ACTION ITEM —
What is needed here is an exact copy of all the entries below.

RECORD SET —
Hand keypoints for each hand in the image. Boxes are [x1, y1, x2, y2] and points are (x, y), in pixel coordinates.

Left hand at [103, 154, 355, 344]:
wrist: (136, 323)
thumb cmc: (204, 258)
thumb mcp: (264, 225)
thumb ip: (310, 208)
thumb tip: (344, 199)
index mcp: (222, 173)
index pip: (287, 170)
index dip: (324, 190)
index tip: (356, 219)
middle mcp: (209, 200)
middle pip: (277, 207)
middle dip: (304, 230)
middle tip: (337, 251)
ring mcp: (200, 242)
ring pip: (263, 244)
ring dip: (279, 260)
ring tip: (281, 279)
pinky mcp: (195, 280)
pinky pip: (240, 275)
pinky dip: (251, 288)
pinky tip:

EXERCISE RESULT —
Hand keypoints for each hand in the image. Boxes are [x1, y1, x2, y2] and points are (x, y), in pixel coordinates.

Left hand at [103, 154, 355, 344]:
wrist: (136, 323)
thumb cmc: (204, 258)
thumb mcp: (264, 225)
thumb ip: (310, 208)
thumb tip: (344, 199)
index mcp: (222, 173)
index pip: (287, 170)
index dip: (324, 190)
index tip: (356, 219)
middle mcp: (209, 200)
middle pip: (277, 207)
middle dip: (304, 230)
middle tip: (337, 251)
ring mcp: (200, 242)
ring pip: (263, 244)
ring dip: (279, 260)
ring tip: (281, 279)
pinky mcp: (195, 280)
pinky pip: (240, 275)
pinky dip: (251, 288)
pinky tip:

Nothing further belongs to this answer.